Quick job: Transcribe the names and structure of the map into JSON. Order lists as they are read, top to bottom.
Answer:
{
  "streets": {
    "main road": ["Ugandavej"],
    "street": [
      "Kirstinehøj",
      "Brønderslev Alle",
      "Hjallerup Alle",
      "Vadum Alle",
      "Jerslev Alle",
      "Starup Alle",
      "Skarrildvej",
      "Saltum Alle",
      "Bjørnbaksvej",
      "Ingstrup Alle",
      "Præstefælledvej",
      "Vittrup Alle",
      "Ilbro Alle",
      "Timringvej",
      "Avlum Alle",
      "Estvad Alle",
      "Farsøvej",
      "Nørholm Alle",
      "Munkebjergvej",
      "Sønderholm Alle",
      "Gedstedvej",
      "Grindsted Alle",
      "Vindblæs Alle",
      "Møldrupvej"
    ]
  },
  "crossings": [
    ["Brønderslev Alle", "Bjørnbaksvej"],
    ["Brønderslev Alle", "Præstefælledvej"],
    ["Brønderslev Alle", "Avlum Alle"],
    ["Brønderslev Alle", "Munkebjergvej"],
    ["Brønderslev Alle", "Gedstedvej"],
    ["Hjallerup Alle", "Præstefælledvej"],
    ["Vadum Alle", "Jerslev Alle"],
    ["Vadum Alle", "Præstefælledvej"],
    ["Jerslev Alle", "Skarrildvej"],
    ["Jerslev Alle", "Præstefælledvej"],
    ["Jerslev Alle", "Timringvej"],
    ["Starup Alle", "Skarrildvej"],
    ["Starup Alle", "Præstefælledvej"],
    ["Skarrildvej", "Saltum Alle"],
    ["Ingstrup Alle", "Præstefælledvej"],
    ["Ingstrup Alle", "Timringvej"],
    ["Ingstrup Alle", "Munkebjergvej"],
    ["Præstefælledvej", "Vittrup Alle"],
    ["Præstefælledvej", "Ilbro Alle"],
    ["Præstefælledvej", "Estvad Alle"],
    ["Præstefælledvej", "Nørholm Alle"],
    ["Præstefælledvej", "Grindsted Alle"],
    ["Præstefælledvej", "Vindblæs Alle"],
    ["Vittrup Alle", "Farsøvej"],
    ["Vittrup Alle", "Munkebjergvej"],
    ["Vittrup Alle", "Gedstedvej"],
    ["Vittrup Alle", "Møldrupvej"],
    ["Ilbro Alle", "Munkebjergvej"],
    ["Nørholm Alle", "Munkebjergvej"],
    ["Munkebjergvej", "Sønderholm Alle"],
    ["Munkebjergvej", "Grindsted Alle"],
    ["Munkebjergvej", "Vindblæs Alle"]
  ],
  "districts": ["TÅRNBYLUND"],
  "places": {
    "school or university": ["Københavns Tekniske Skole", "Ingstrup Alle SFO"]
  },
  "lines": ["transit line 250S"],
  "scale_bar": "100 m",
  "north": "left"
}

YOUR GOAL ::
Please list every line of the records that contains "Nørholm".

SOLUTION TO THIS EXERCISE ::
      "Nørholm Alle",
    ["Præstefælledvej", "Nørholm Alle"],
    ["Nørholm Alle", "Munkebjergvej"],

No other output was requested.